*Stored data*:
____________

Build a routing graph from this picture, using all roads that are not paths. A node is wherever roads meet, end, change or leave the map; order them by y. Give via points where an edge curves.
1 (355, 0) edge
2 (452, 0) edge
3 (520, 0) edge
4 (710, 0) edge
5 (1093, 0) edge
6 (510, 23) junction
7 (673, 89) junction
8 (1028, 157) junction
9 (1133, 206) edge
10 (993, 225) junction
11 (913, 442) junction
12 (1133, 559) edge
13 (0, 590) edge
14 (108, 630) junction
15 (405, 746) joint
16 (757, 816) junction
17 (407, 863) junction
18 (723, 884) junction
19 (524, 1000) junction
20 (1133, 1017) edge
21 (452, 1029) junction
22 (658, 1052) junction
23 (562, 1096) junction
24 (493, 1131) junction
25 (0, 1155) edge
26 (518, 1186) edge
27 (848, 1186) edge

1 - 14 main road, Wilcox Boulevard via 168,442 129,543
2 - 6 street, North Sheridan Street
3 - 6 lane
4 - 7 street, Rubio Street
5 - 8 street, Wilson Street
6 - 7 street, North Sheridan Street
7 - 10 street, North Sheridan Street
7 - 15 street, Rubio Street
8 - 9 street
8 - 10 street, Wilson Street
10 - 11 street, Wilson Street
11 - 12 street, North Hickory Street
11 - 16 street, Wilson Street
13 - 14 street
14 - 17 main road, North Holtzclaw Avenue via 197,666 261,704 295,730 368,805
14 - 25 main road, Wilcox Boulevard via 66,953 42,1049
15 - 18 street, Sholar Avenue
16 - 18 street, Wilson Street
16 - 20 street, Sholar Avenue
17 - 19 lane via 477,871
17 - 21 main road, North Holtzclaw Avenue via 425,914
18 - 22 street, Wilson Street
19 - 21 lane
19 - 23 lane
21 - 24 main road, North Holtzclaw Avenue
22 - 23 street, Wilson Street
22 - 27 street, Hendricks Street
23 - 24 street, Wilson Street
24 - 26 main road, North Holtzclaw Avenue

____________

*Your goal*:
Give the records above again, word for word.

*Written solution*:
Build a routing graph from this picture, using all roads that are not paths. A node is wherever roads meet, end, change or leave the map; order them by y. Give via points where an edge curves.
1 (355, 0) edge
2 (452, 0) edge
3 (520, 0) edge
4 (710, 0) edge
5 (1093, 0) edge
6 (510, 23) junction
7 (673, 89) junction
8 (1028, 157) junction
9 (1133, 206) edge
10 (993, 225) junction
11 (913, 442) junction
12 (1133, 559) edge
13 (0, 590) edge
14 (108, 630) junction
15 (405, 746) joint
16 (757, 816) junction
17 (407, 863) junction
18 (723, 884) junction
19 (524, 1000) junction
20 (1133, 1017) edge
21 (452, 1029) junction
22 (658, 1052) junction
23 (562, 1096) junction
24 (493, 1131) junction
25 (0, 1155) edge
26 (518, 1186) edge
27 (848, 1186) edge

1 - 14 main road, Wilcox Boulevard via 168,442 129,543
2 - 6 street, North Sheridan Street
3 - 6 lane
4 - 7 street, Rubio Street
5 - 8 street, Wilson Street
6 - 7 street, North Sheridan Street
7 - 10 street, North Sheridan Street
7 - 15 street, Rubio Street
8 - 9 street
8 - 10 street, Wilson Street
10 - 11 street, Wilson Street
11 - 12 street, North Hickory Street
11 - 16 street, Wilson Street
13 - 14 street
14 - 17 main road, North Holtzclaw Avenue via 197,666 261,704 295,730 368,805
14 - 25 main road, Wilcox Boulevard via 66,953 42,1049
15 - 18 street, Sholar Avenue
16 - 18 street, Wilson Street
16 - 20 street, Sholar Avenue
17 - 19 lane via 477,871
17 - 21 main road, North Holtzclaw Avenue via 425,914
18 - 22 street, Wilson Street
19 - 21 lane
19 - 23 lane
21 - 24 main road, North Holtzclaw Avenue
22 - 23 street, Wilson Street
22 - 27 street, Hendricks Street
23 - 24 street, Wilson Street
24 - 26 main road, North Holtzclaw Avenue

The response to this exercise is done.